Jim Tressel won’t start his new job at the University of Akron until May 1, but he showed up this week for what he cheerfully called “fact-finding.”
On Thursday, he wanted to get the lay of the land, literally, and toured campus at the side of four enthusiastic student orientation leaders under postcard-blue skies.
“I couldn’t have envisioned this,” he said at one point as he struggled to orient himself to the new campus, which has undergone more than $600 million in improvements over the past decade. “This is unbelievable.”
The former Ohio State football coach already had some familiarity with campus: He earned a master’s degree from UA in 1977 and was an assistant football coach and physical education instructor from 1975 to 1978.
Those were the olden days, Tressel recollected to his tour guides, when dinosaurs seemingly roamed the earth.
UA’s new vice president of strategic engagements shared many stories with his guides.
How he and the other coaches treated prospective players and their parents to a deluxe spread of glazed doughnuts, orange juice and milk.
How he lived at the Buchtel Field House because he couldn’t afford more.

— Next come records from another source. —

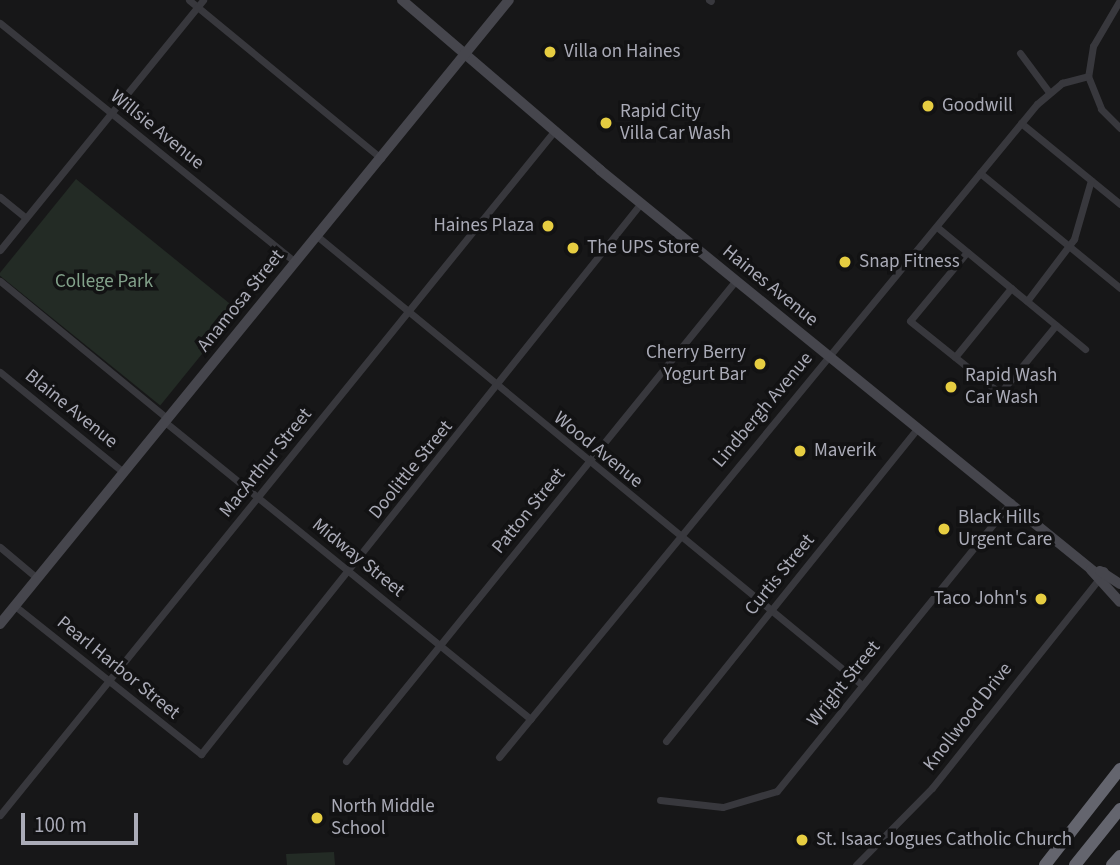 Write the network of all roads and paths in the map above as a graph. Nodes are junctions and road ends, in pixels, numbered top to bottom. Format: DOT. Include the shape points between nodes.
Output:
graph roads {
  1 [pos="189,0"];
  2 [pos="402,0"];
  3 [pos="509,0"];
  4 [pos="1120,0"];
  5 [pos="200,3"];
  6 [pos="0,23"];
  7 [pos="467,52"];
  8 [pos="1020,53"];
  9 [pos="1088,76"];
  10 [pos="1049,92"];
  11 [pos="111,113"];
  12 [pos="1021,123"];
  13 [pos="1120,128"];
  14 [pos="555,130"];
  15 [pos="381,158"];
  16 [pos="980,173"];
  17 [pos="1091,180"];
  18 [pos="0,197"];
  19 [pos="641,203"];
  20 [pos="1120,204"];
  21 [pos="26,218"];
  22 [pos="937,227"];
  23 [pos="317,236"];
  24 [pos="1070,247"];
  25 [pos="0,250"];
  26 [pos="967,251"];
  27 [pos="295,262"];
  28 [pos="736,280"];
  29 [pos="0,281"];
  30 [pos="1011,288"];
  31 [pos="1120,288"];
  32 [pos="1027,301"];
  33 [pos="409,311"];
  34 [pos="1056,325"];
  35 [pos="1086,349"];
  36 [pos="829,356"];
  37 [pos="954,357"];
  38 [pos="0,372"];
  39 [pos="498,388"];
  40 [pos="166,420"];
  41 [pos="918,428"];
  42 [pos="588,462"];
  43 [pos="123,472"];
  44 [pos="257,498"];
  45 [pos="1010,502"];
  46 [pos="680,537"];
  47 [pos="0,547"];
  48 [pos="1089,567"];
  49 [pos="349,571"];
  50 [pos="37,578"];
  51 [pos="1097,581"];
  52 [pos="1120,584"];
  53 [pos="1120,591"];
  54 [pos="1120,602"];
  55 [pos="15,606"];
  56 [pos="771,611"];
  57 [pos="0,624"];
  58 [pos="440,645"];
  59 [pos="109,681"];
  60 [pos="862,685"];
  61 [pos="531,719"];
  62 [pos="666,741"];
  63 [pos="201,754"];
  64 [pos="499,757"];
  65 [pos="346,761"];
  66 [pos="1120,769"];
  67 [pos="660,800"];
  68 [pos="1120,809"];
  69 [pos="0,815"];
  70 [pos="1120,856"];
  71 [pos="856,865"];
  72 [pos="1045,865"];
  73 [pos="1075,865"];
  74 [pos="1112,865"];
  1 -- 5 [label="street"];
  2 -- 7 [label="main road, Haines Avenue"];
  3 -- 7 [label="main road, Anamosa Street"];
  4 -- 9 [label="street" via="1093,46"];
  5 -- 11 [label="street"];
  5 -- 15 [label="street"];
  6 -- 11 [label="street, Willsie Avenue"];
  7 -- 14 [label="main road, Haines Avenue"];
  7 -- 15 [label="main road, Anamosa Street"];
  8 -- 10 [label="street"];
  9 -- 10 [label="street, Lindbergh Avenue"];
  9 -- 13 [label="street" via="1101,109"];
  10 -- 12 [label="street, Lindbergh Avenue"];
  11 -- 21 [label="street"];
  11 -- 27 [label="street, Willsie Avenue"];
  12 -- 16 [label="street, Lindbergh Avenue"];
  12 -- 17 [label="street"];
  14 -- 19 [label="main road, Haines Avenue"];
  14 -- 33 [label="street, MacArthur Street"];
  15 -- 23 [label="main road, Anamosa Street"];
  16 -- 22 [label="street, Lindbergh Avenue"];
  16 -- 24 [label="street"];
  17 -- 20 [label="street"];
  17 -- 24 [label="street"];
  18 -- 21 [label="street"];
  19 -- 28 [label="main road, Haines Avenue"];
  19 -- 39 [label="street, Doolittle Street"];
  21 -- 25 [label="street"];
  22 -- 26 [label="street"];
  22 -- 36 [label="street, Lindbergh Avenue"];
  23 -- 27 [label="main road, Anamosa Street"];
  23 -- 33 [label="street, Wood Avenue"];
  24 -- 31 [label="street"];
  24 -- 32 [label="street"];
  26 -- 30 [label="street"];
  26 -- 37 [label="street" via="910,321"];
  27 -- 40 [label="main road, Anamosa Street"];
  28 -- 36 [label="main road, Haines Avenue"];
  28 -- 42 [label="street, Patton Street"];
  29 -- 40 [label="street, Midway Street"];
  30 -- 32 [label="street"];
  30 -- 37 [label="street"];
  32 -- 34 [label="street"];
  33 -- 39 [label="street, Wood Avenue"];
  33 -- 44 [label="street, MacArthur Street"];
  34 -- 35 [label="street"];
  34 -- 37 [label="street" via="1000,393"];
  36 -- 41 [label="main road, Haines Avenue"];
  36 -- 46 [label="street, Lindbergh Avenue"];
  38 -- 43 [label="street, Blaine Avenue"];
  39 -- 42 [label="street, Wood Avenue"];
  39 -- 49 [label="street, Doolittle Street"];
  40 -- 43 [label="main road, Anamosa Street"];
  40 -- 44 [label="street, Midway Street"];
  41 -- 45 [label="main road, Haines Avenue"];
  41 -- 56 [label="street, Curtis Street"];
  42 -- 46 [label="street, Wood Avenue"];
  42 -- 58 [label="street, Patton Street"];
  43 -- 50 [label="main road, Anamosa Street"];
  44 -- 49 [label="street, Midway Street"];
  44 -- 59 [label="street, MacArthur Street"];
  45 -- 48 [label="main road, Haines Avenue"];
  45 -- 60 [label="street, Wright Street"];
  46 -- 56 [label="street, Wood Avenue"];
  46 -- 61 [label="street, Lindbergh Avenue"];
  47 -- 50 [label="street"];
  48 -- 51 [label="main road, Haines Avenue"];
  48 -- 52 [label="main road"];
  49 -- 58 [label="street, Midway Street"];
  49 -- 63 [label="street, Doolittle Street"];
  50 -- 55 [label="main road, Anamosa Street"];
  51 -- 53 [label="main road"];
  51 -- 54 [label="main road, Haines Avenue"];
  51 -- 71 [label="street, Knollwood Drive" via="925,796"];
  55 -- 57 [label="main road, Anamosa Street"];
  55 -- 59 [label="street, Pearl Harbor Street"];
  56 -- 60 [label="street, Wood Avenue"];
  56 -- 62 [label="street, Curtis Street"];
  58 -- 61 [label="street, Midway Street"];
  58 -- 65 [label="street, Patton Street"];
  59 -- 63 [label="street, Pearl Harbor Street"];
  59 -- 69 [label="street, MacArthur Street"];
  60 -- 67 [label="street, Wright Street" via="768,797 723,807"];
  61 -- 64 [label="street, Lindbergh Avenue"];
  66 -- 72 [label="highway"];
  68 -- 73 [label="highway"];
  70 -- 74 [label="highway"];
}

How his father ordered him to go to UA for his graduate degree when he already had an offer from Penn State’s Joe Paterno and really, really wanted to go there.
“He said I’d have more opportunities here, and I did,” Tressel told the students.
He led his tour guides on an impromptu walk off campus to the old field house on Wheeler Street — once home base to the university’s football team. After 35 years, not surprisingly, he couldn’t quite remember which streets to turn on.
But Tressel did remember that they didn’t have much equipment to train with, dumbfounding students used to rock-climbing walls and lazy rivers.
Times were tough in those days, he told them.
“The only excuse you had for missing class was a death in the family,” he said. “Your own.”
At the Student Center, he remembered teaching bowling (he was awful) and at the Student Recreation and Wellness Center, swimming (again, awful).
“I was going to be a high school math teacher, but one thing led to another,” he said. “All of a sudden life took a different turn.”
It could happen to them, too, he suggested.
He peppered the students with questions — the hours for the rec center, where they sat at soccer games, if parking is still a problem.
Matt Garvin of Cuyahoga Falls, sophomore Rana Barghouty, originally of Lebanon, and freshmen Markel Croston of Columbus and Mallory Kennedy of Kent had the answers.
Other students seemed to recognize the ex-coach in their midst and smiled broadly at him.
But only one student had the temerity to walk up to Tressel and introduce himself.
Andrew Kurt, a freshman finance major from Toledo, shook his hand, not once but twice. The two shared stories about the guidance counselor at Kurt’s high school.
Tressel was wearing his trademark vest — this one with a UA insignia — and tie with, you guessed it, a UA insignia. During a tour of the UA bookstore, he said he just stocked up on other UA gear — one sweatshirt and two hoodies — and said his wife has ordered gear from there as well.
Tressel spread his “wow-has-this-changed” message at President Luis Proenza’s regular meeting for vice presidents Thursday.
“I told him, you have to go away to appreciate this,” Tressel said.